Drug Storage/Management ::

 Administration/Storage

  • May be used alone or in combination with other anticonvulsants.
  • Administer once or twice daily.
  • May be administered without regard to meals. Administer with food if GI upset occurs.
  • Administer capsules whole. Do not chew or break the capsule.
  • Dose is gradually increased at 1 wk intervals.
  • Store capsules at controlled room temperature (59° to 86°F). Protect from moisture and light.

Drug Notes ::

 Patient/Family Education

  • Explain name, dose, action, and potential side effects of drug.
  • Instruct patient to take exactly as prescribed and to not change the dose or stop taking unless advised by health care provider.
  • Advise patient that dose may be gradually increased no more often than every week until maximum benefit is achieved.
  • Advise patient to swallow capsule whole and to not chew or break the capsule.
  • Advise patient that each dose may be taken without regard to meals but to take with food if GI upset occurs.
  • Advise patient that if a dose is missed to take it as soon as possible.

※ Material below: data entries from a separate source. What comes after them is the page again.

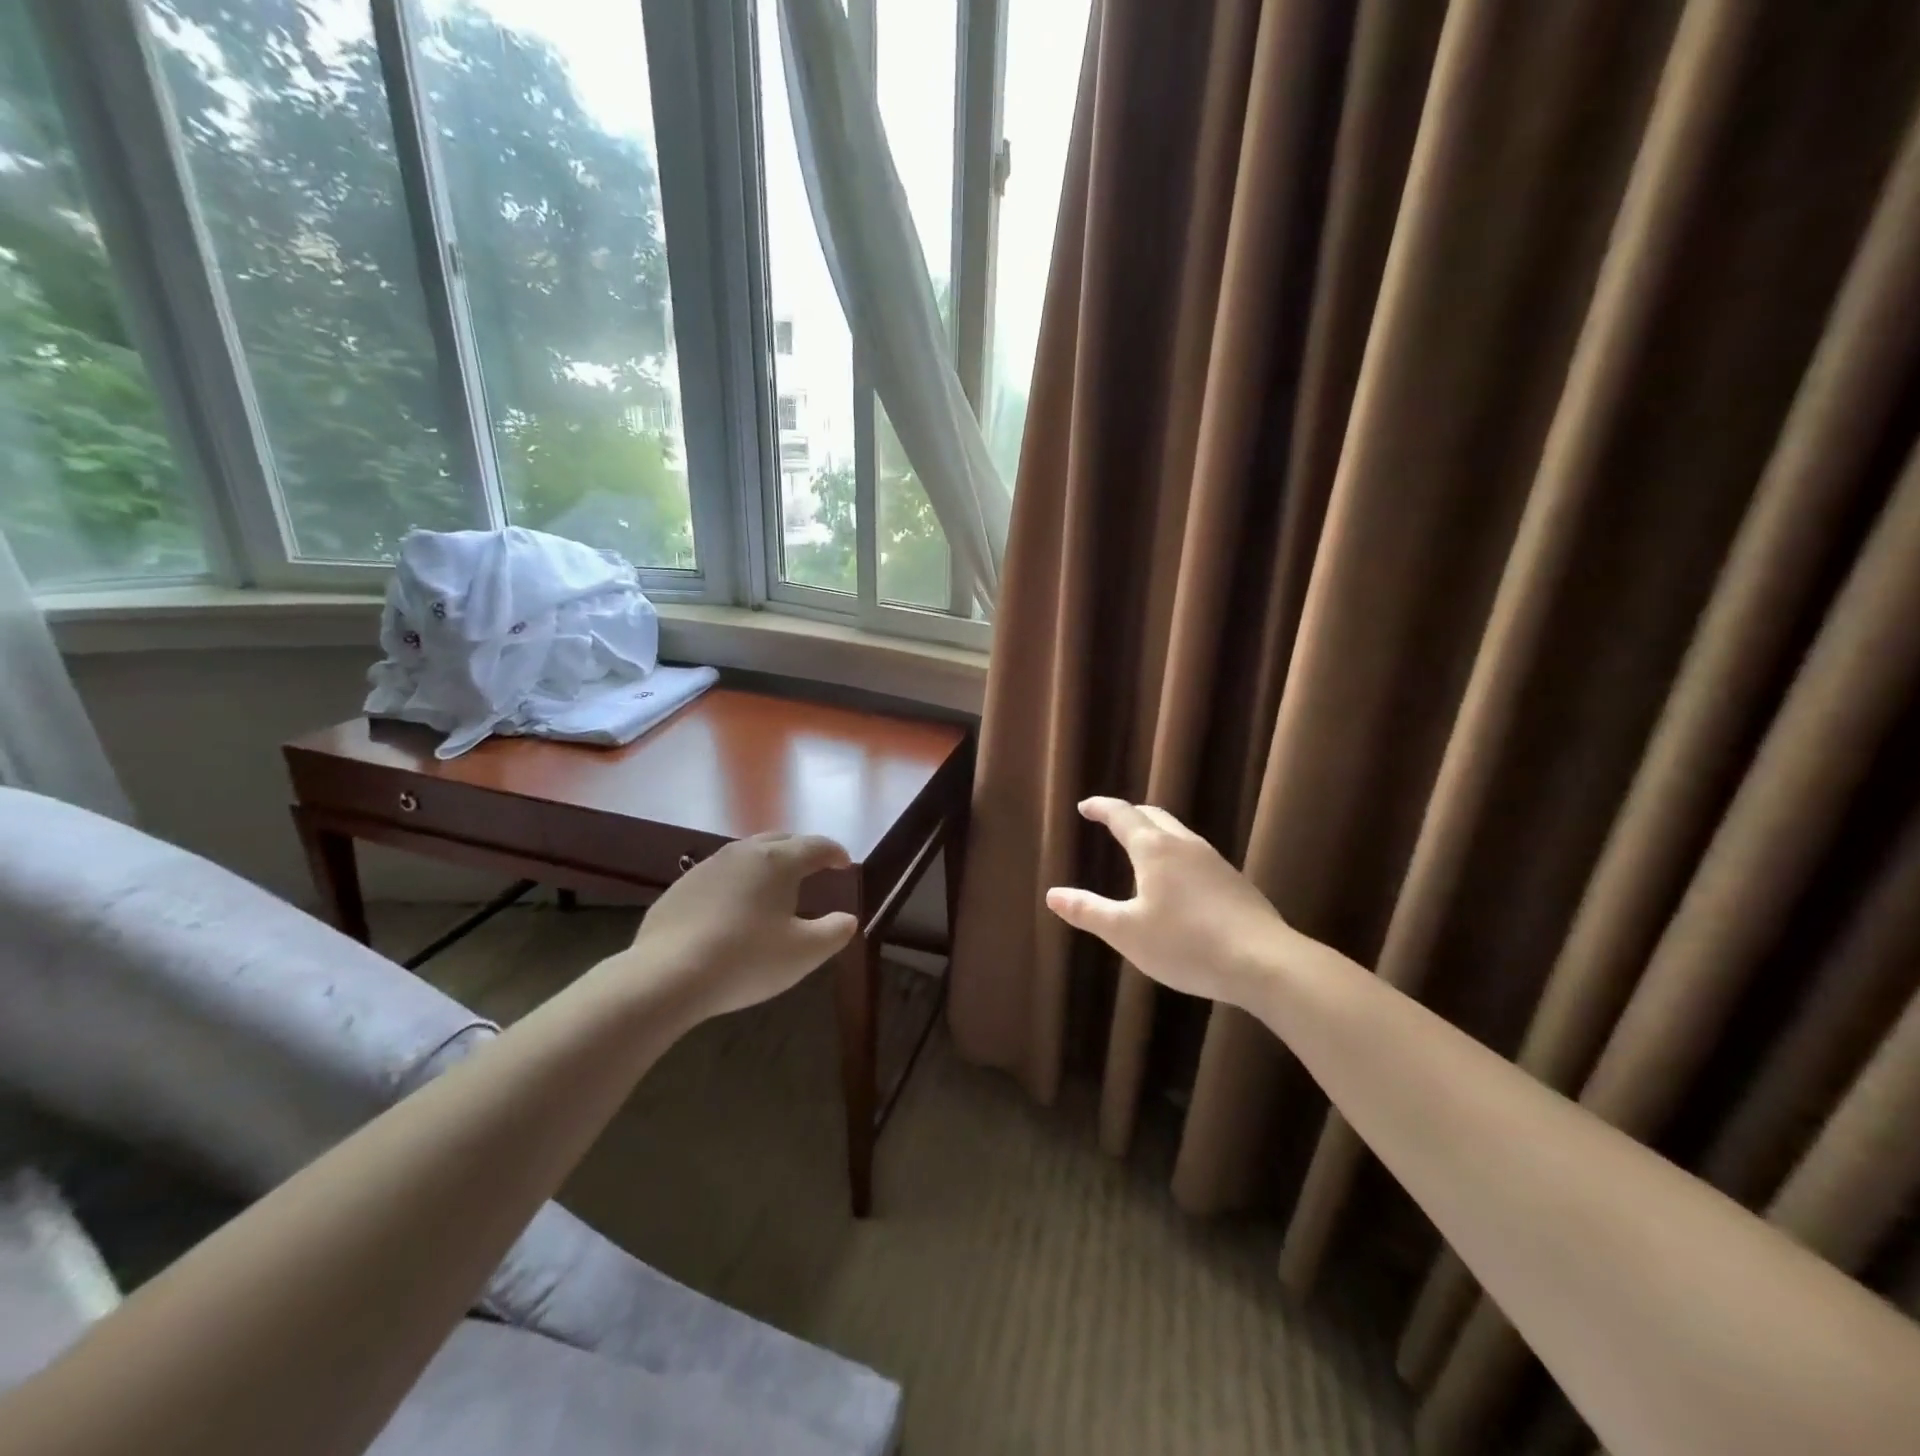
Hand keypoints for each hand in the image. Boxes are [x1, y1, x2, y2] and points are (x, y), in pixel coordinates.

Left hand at [620, 832, 857, 1022]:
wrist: (666, 977)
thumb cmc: (746, 960)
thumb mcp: (804, 953)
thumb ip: (834, 932)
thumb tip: (848, 919)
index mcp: (777, 862)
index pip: (815, 845)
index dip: (835, 853)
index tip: (845, 864)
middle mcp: (742, 853)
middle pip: (779, 840)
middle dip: (801, 850)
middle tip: (813, 867)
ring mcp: (706, 868)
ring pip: (746, 855)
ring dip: (766, 864)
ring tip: (774, 886)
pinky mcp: (679, 888)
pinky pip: (718, 875)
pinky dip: (736, 883)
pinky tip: (733, 908)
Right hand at [1046, 798, 1289, 1005]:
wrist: (1264, 962)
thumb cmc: (1186, 944)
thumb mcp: (1127, 932)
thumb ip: (1089, 911)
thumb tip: (1053, 894)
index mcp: (1154, 850)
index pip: (1122, 816)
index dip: (1101, 808)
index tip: (1085, 806)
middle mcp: (1185, 846)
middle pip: (1154, 816)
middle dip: (1130, 815)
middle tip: (1112, 821)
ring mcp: (1215, 862)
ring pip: (1179, 834)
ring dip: (1156, 833)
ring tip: (1142, 849)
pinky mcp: (1235, 883)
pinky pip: (1197, 856)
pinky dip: (1176, 855)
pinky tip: (1179, 882)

Caution patient that if several hours have passed or it is nearing time for the next dose to not double the dose in an effort to catch up and to take the next dose as scheduled.
  • Advise patient that if medication needs to be discontinued it will be slowly withdrawn over a period of 2 wks or more unless safety concerns (eg, rash) require a more rapid withdrawal.
  • Caution patient that drug may cause drowsiness, dizziness, or blurred vision and to use caution while driving or performing other tasks requiring mental alertness until tolerance is determined.
  • Advise women to contact their health care provider if pregnant, planning to become pregnant, or breastfeeding.
  • Instruct patient to contact health care provider immediately if any of the following occur: rash; joint pain; fever, sore throat or other signs of infection; unusual bruising or bleeding; depression; aggressive behavior or other behavioral changes.
  • Instruct patient to inform health care provider if seizures get worse of if new types of seizures occur.
  • Advise patient to not take any prescription or OTC medications or dietary supplements unless advised by health care provider.
  • Advise patient that laboratory tests and follow-up visits will be required to monitor therapy and to and keep appointments.